Karena itu, ia mendorong sistem pendaftaran bantuan sosial yang lebih berlapis. Masyarakat yang mampu dapat menggunakan jalur daring, sementara kelompok rentan dapat dibantu melalui kader masyarakat dan pendamping sosial. Untuk kondisi tertentu, pemerintah juga perlu menerapkan mekanisme jemput bola yang dipicu oleh peristiwa seperti sakit berat, pemutusan hubungan kerja, atau kematian pencari nafkah. Wisnu mencontohkan layanan keliling Si Molis di Kota Yogyakarta yang mendatangi lansia dan penyandang disabilitas di rumah sebagai salah satu praktik yang dapat dikembangkan lebih luas.

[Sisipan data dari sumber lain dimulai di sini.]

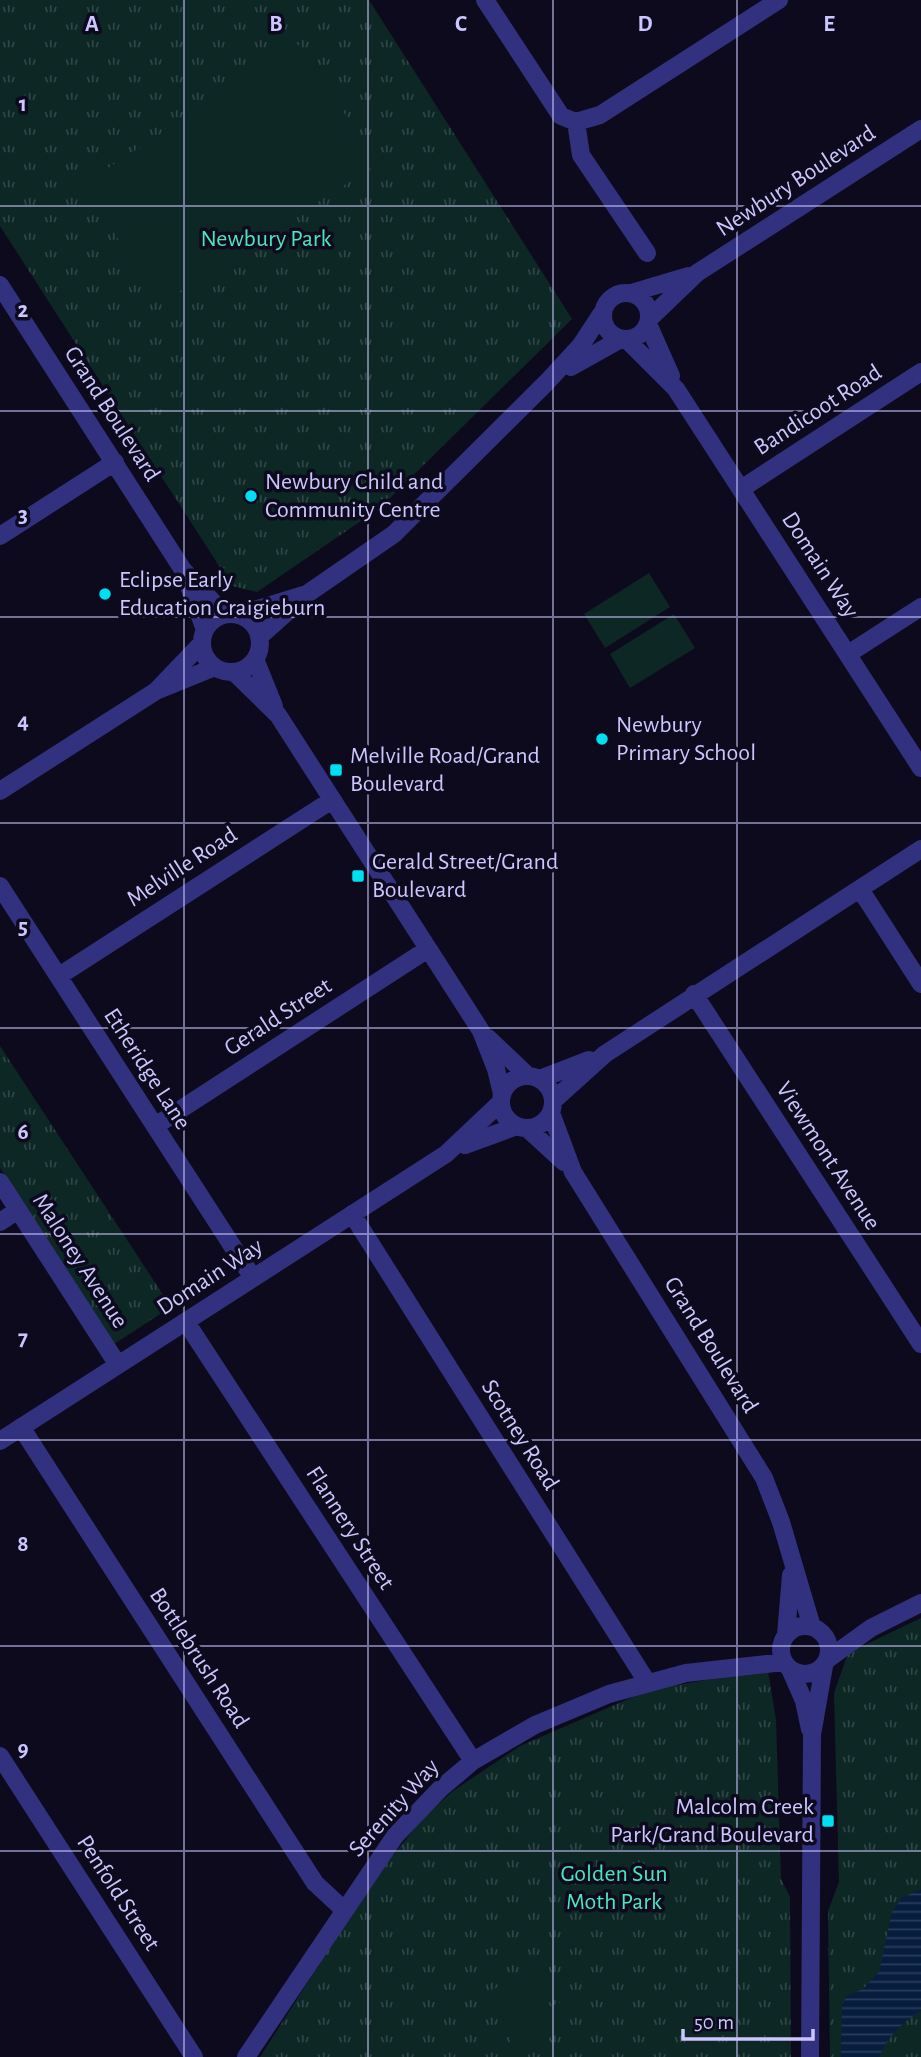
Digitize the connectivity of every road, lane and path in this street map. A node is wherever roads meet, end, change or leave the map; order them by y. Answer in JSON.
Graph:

Menurutnya, ukuran keberhasilan pembangunan DIY ke depan tidak cukup hanya dengan melihat berapa banyak warga yang berhasil melewati garis kemiskinan.
“Ukuran yang sesungguhnya adalah seberapa kukuh sistem dan lapangan kerja yang kita bangun untuk memastikan mereka yang telah naik tidak pernah jatuh kembali, dan seberapa cepat jarak antara Kulon Progo dan Kota Yogyakarta bisa kita sempitkan,” pungkasnya.